As we close out 2012 and head into the new year, JWT has released its eighth annual forecast of the top trends for 2013.
Compiled as a result of quantitative and qualitative research conducted by JWTIntelligence.
Specific results for the report were gathered using the agency’s proprietary online tool, Sonar, conducted in the US and UK, asking a total of 1,016 adults and 100 teens. In addition, the report uses insights compiled from over 70 JWT planners and researchers in more than two dozen markets, including Canada.
Here are the top 10 trends, with a brief explanation of the break-down on each:
1. Play as a competitive advantage: The growing realization the unstructured time for adults (not just kids) allows for greater imagination, creativity and innovation.
2. The super stress era: Life’s stresses are multiplying and their results are costly for the economy.

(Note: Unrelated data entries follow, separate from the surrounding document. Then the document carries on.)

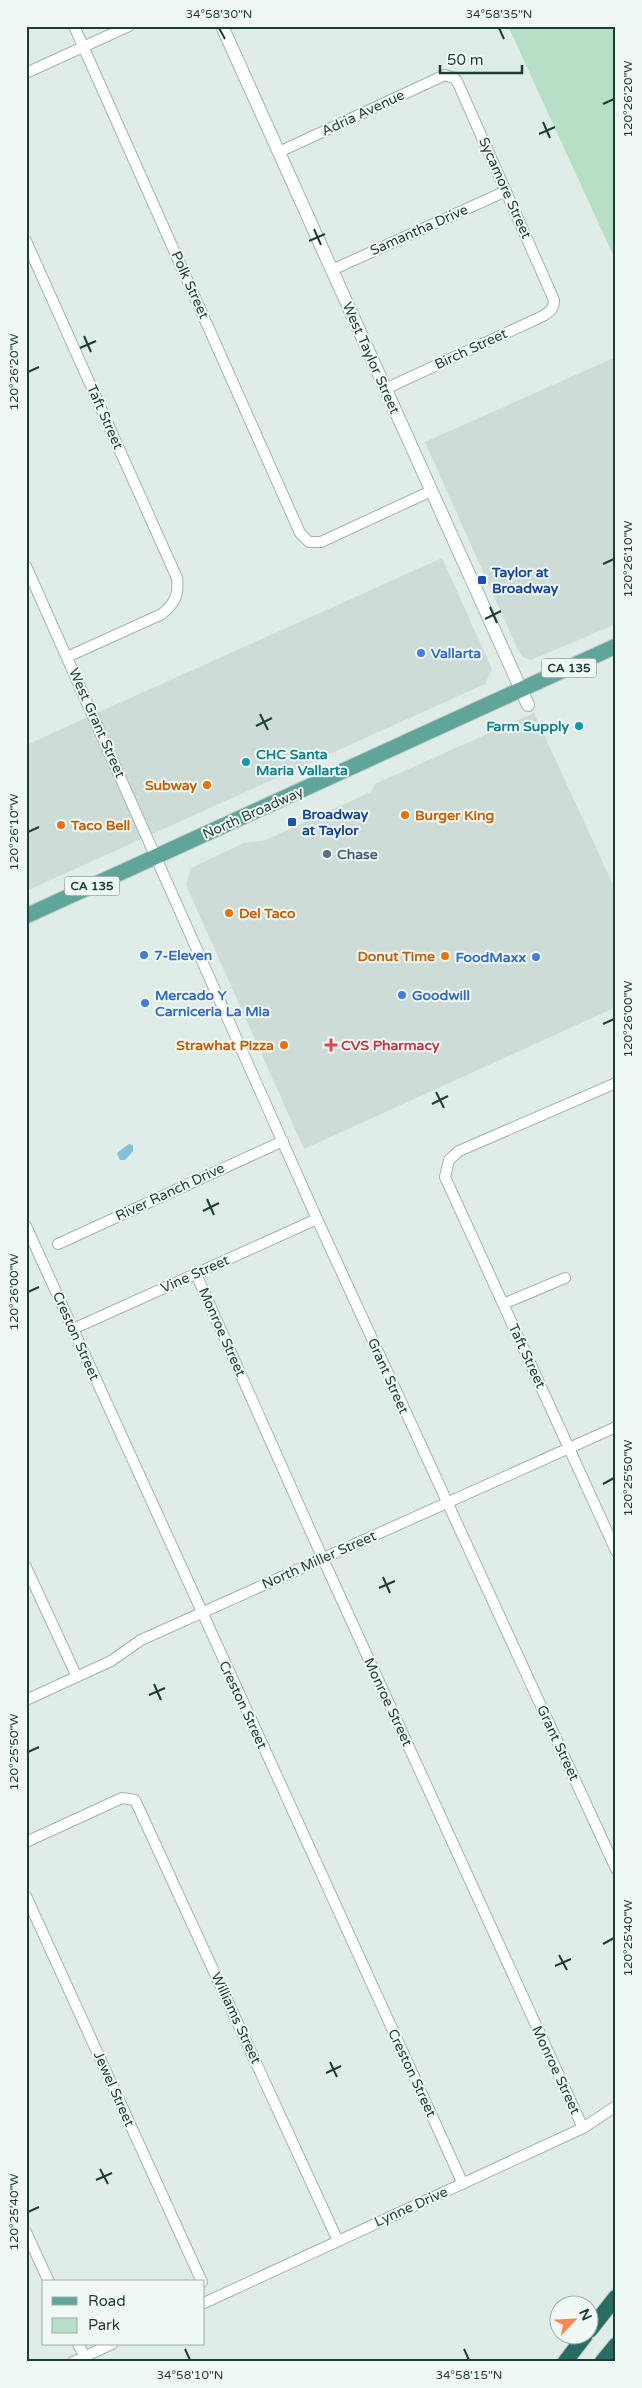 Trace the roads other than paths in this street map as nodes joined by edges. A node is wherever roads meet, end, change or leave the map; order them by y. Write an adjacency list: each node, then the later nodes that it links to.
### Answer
1 (74, 26): 4 (street, Polk Street)
2 (129, 26): 4 (street)
3 (222, 26): 7 (street, West Taylor Street)
4 (84, 47): 5 (street); 13 (street, Polk Street)
5 (26, 73)
6 (448, 75): 7 (street, Adria Avenue); 8 (street, Sycamore Street)
7 (279, 152): 10 (street, West Taylor Street)
8 (506, 191): 10 (street, Samantha Drive); 11 (street, Sycamore Street)
9 (26, 241): 16 (street, Taft Street)
10 (332, 270): 12 (street, West Taylor Street)
11 (554, 305): 12 (street, Birch Street)
12 (385, 389): 13 (street, West Taylor Street)
13 (431, 491): 17 (street, West Taylor Street)
14 (26, 566): 16 (street, West Grant Street)
15 (616, 646): 17 (main road, North Broadway / CA 135)
16 (67, 657): 19 (street, West Grant Street)
17 (522, 689): 18 (street, West Taylor Street); 19 (main road, North Broadway / CA 135)
18 (528, 705)
19 (157, 856): 20 (street, West Grant Street); 21 (main road, North Broadway / CA 135)
20 (168, 880): 23 (street, Grant Street)
21 (26, 916)
22 (616, 1083): 29 (street, Taft Street)
23 (283, 1141): 24 (street, Grant Street); 26 (street, River Ranch Drive)
24 (317, 1219): 27 (street, Vine Street); 33 (street, Grant Street)
25 (26, 1226): 30 (street, Creston Street)
26 (58, 1244)
27 (196, 1274): 30 (street, Vine Street); 35 (street, Monroe Street)
28 (565, 1278): 29 (street)
29 (503, 1304): 32 (street, Taft Street)
30 (73, 1329): 37 (street, Creston Street)
31 (616, 1427): 32 (street, North Miller Street)
32 (569, 1448): 33 (street, North Miller Street); 34 (street, Taft Street)
33 (447, 1503): 35 (street, North Miller Street); 41 (street, Grant Street)
34 (616, 1551)
35 (323, 1559): 37 (street, North Miller Street); 44 (street, Monroe Street)
36 (26, 1567): 38 (street)
37 (201, 1613): 38 (street, North Miller Street); 45 (street, Creston Street)
38 (77, 1677): 39 (street, North Miller Street)
39 (26, 1700)
40 (26, 1842): 47 (street, Williams Street)
41 (616, 1869)
42 (26, 1896): 49 (street, Jewel Street)
43 (616, 2106): 44 (street, Lynne Drive)
44 (583, 2128): 45 (street, Lynne Drive)
45 (463, 2184): 47 (street, Lynne Drive)
46 (26, 2232): 48 (street)
47 (338, 2241): 51 (street, Lynne Drive)
48 (48, 2280)
49 (201, 2280)
50 (616, 2296): 52 (highway)
51 (207, 2302)
52 (600, 2317)
53 (616, 2345): 62 (highway)
54 (79, 2346): 58 (street)
55 (109, 2346): 58 (street)
56 (577, 2346): 57 (highway)
57 (574, 2350): 60 (highway); 61 (highway)
58 (85, 2360): 59 (street)
59 (73, 2362)
60 (560, 2362)
61 (565, 2362)
62 (602, 2362)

Look for governments, employers and brands to beef up their efforts to prevent and reduce stressors.
3. Intelligent objects: The trend of everyday objects (like Oakley’s GPS sensor-equipped goggles) becoming more infused with technology to make interacting with them more interesting, enjoyable and useful.

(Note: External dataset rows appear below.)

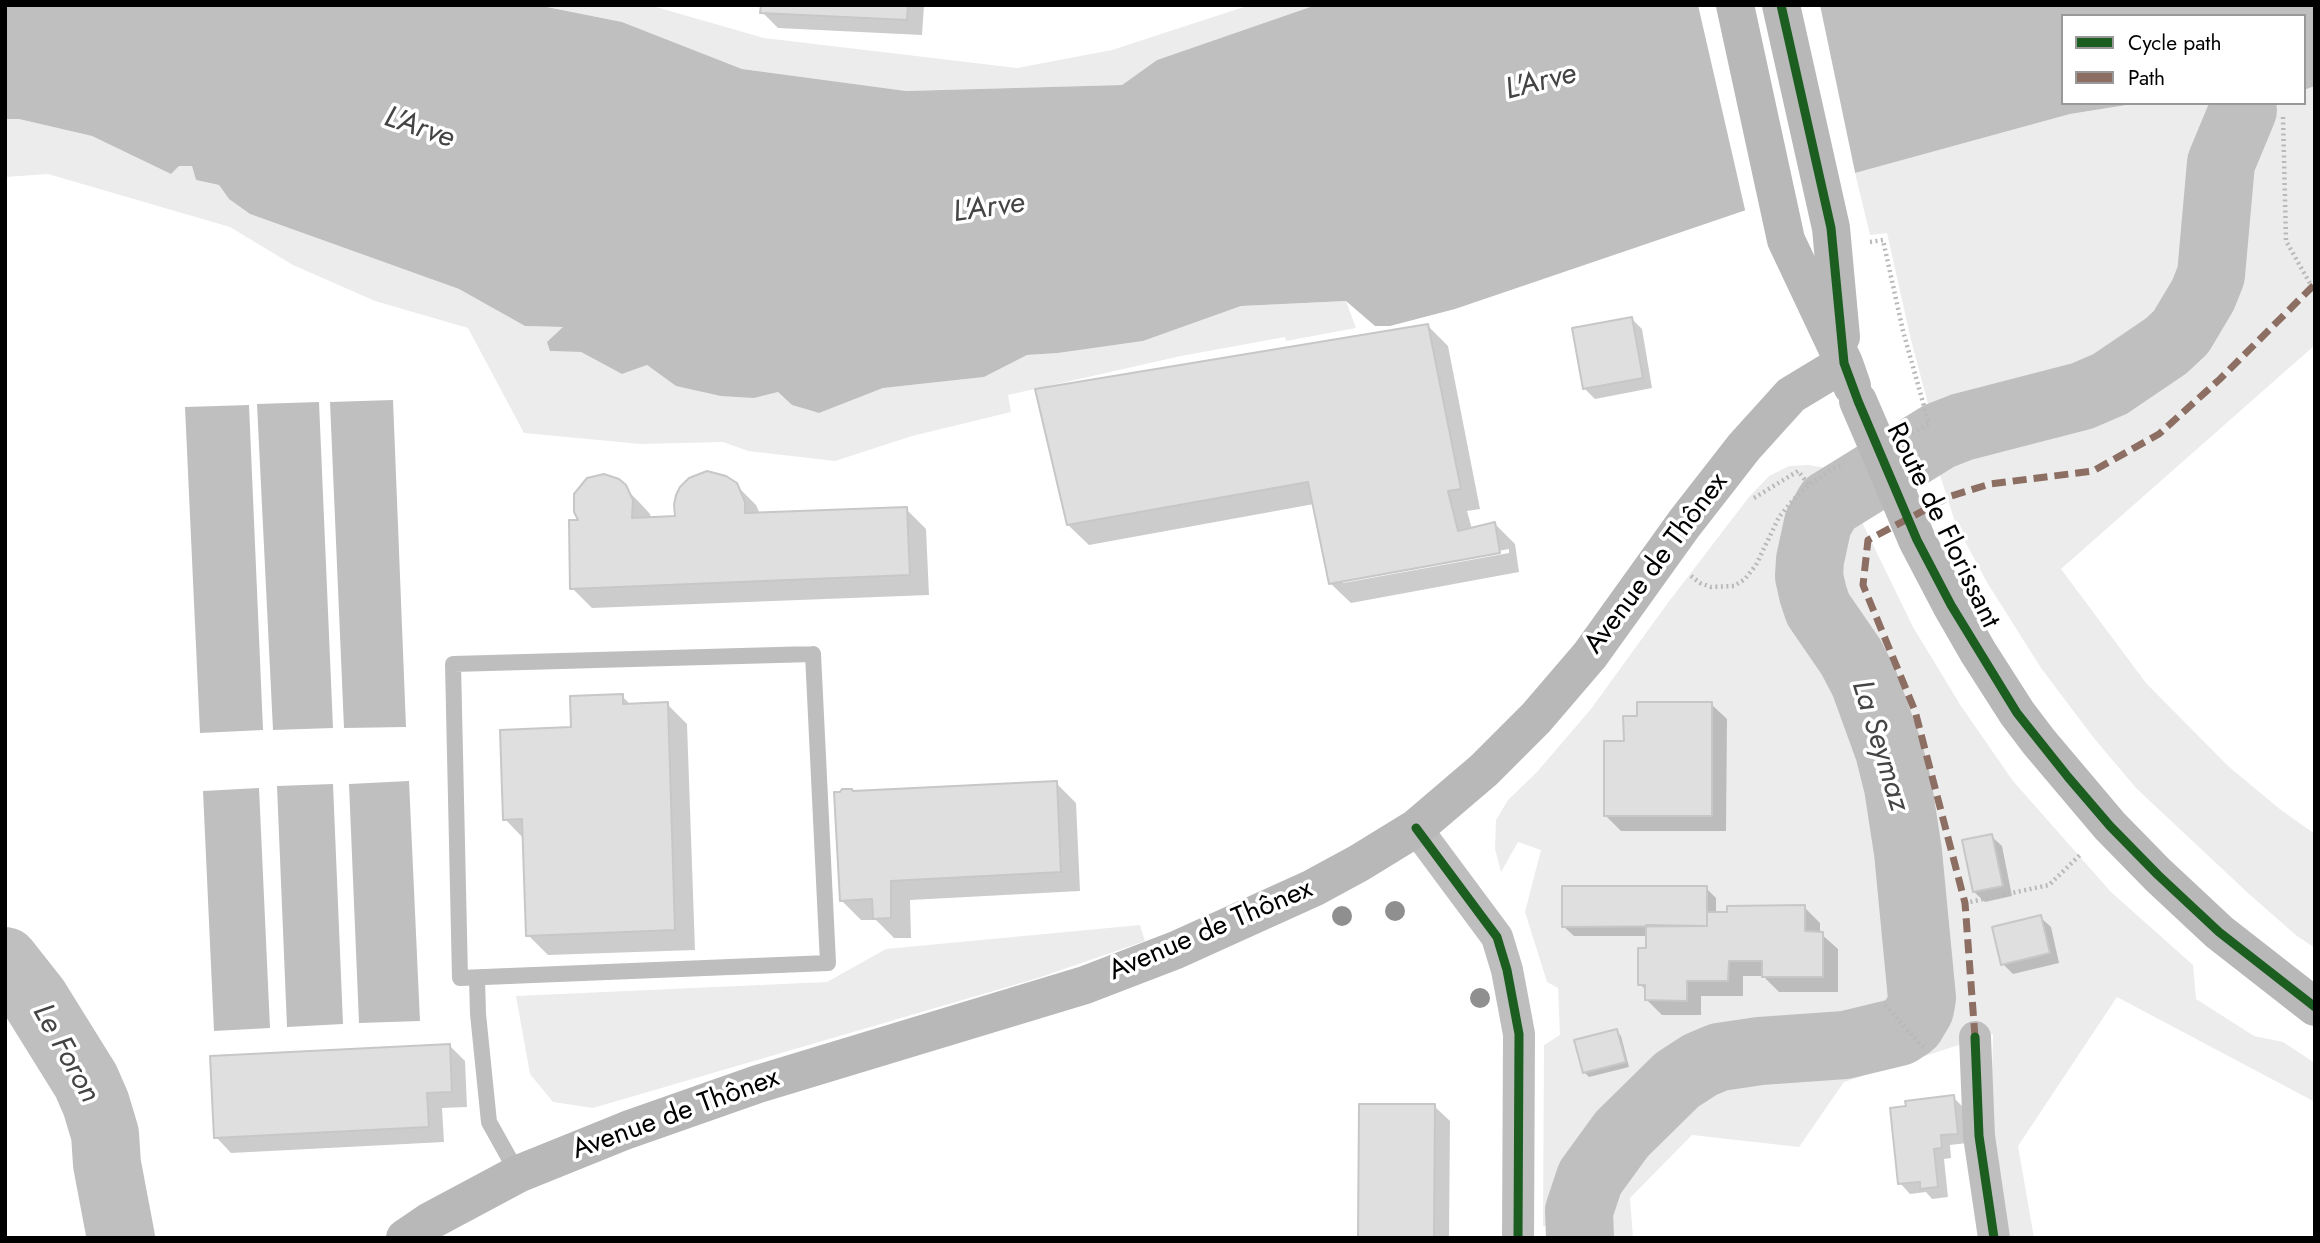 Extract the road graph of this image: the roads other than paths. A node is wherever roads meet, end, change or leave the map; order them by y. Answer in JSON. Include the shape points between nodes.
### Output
{"nodes":[{"id":1,"x":1735,"y":5,"type":"edge"},
{"id":2,"x":1783,"y":13,"type":"edge"},
{"id":3,"x":1844,"y":363,"type":"junction"},
{"id":4,"x":1416,"y":828,"type":"junction"},
{"id":5,"x":477,"y":978,"type":"junction"},
{"id":6,"x":2315,"y":1007,"type":"edge"},
{"id":7,"x":1975,"y":1037,"type":"dead end"},
{"id":8,"x":517,"y":1174,"type":"junction"},
{"id":9,"x":405,"y":1238,"type":"edge"},
{"id":10,"x":1518,"y":1238,"type":"edge"},
{"id":11,"x":1994,"y":1238,"type":"edge"}],
"edges":[{"from":1,"to":3,"type":"main road","name":"Route de Florissant","via":[[1786,240]]},
{"from":2,"to":3,"type":"main road","name":"Route de Florissant","via":[[1831,228]]},
{"from":3,"to":4,"type":"main road","name":"Avenue de Thônex","via":[[1791,395],[1777,410],[1536,718]]},
{"from":3,"to":6,"type":"main road","name":"Route de Florissant","bridge":true,"via":[[1917,540],[2017,713],[2110,827],[2158,875],[2220,932]]},
{"from":4,"to":8,"type":"main road","name":"Avenue de Thônex","via":[[1313,888],[1177,950],[1085,985],[758,1084],[626,1129]]},
{"from":4,"to":10,"type":"street","via":[[1497,937],[1507,970],[1519,1034]]},
{"from":5,"to":5,"type":"lane","via":[[828,963],[813,654],[453,664],[460,978]]},
{"from":5,"to":8,"type":"lane","via":[[489,1122]]},
{"from":7,"to":11,"type":"street","via":[[1979,1136]]},
{"from":8,"to":9,"type":"main road","name":"Avenue de Thônex"}]}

4. Predictive personalization: With data analysis becoming more cost-efficient, brands are increasingly able to predict customer wants and needs and tailor communications to meet them.
5. The mobile fingerprint: Smart phones are becoming our wallets, keys and more, and JWT predicts they will also become a place we store our identities.
6. Sensory explosion: In a world where things live increasingly online, a premium will be placed on sensory stimulation. Marketers will look for ways to engage the senses, such as Dunkin’ Donuts installed a technology in buses around Seoul that released the smell of coffee everytime its jingle was played.
7. Everything is retail: Thanks to mobile technology almost anyplace can be a retail channel now, so brands must get more creative in where and how they sell their goods (for example, Mattel and Walmart Canada’s recent pop-up toy store in Toronto).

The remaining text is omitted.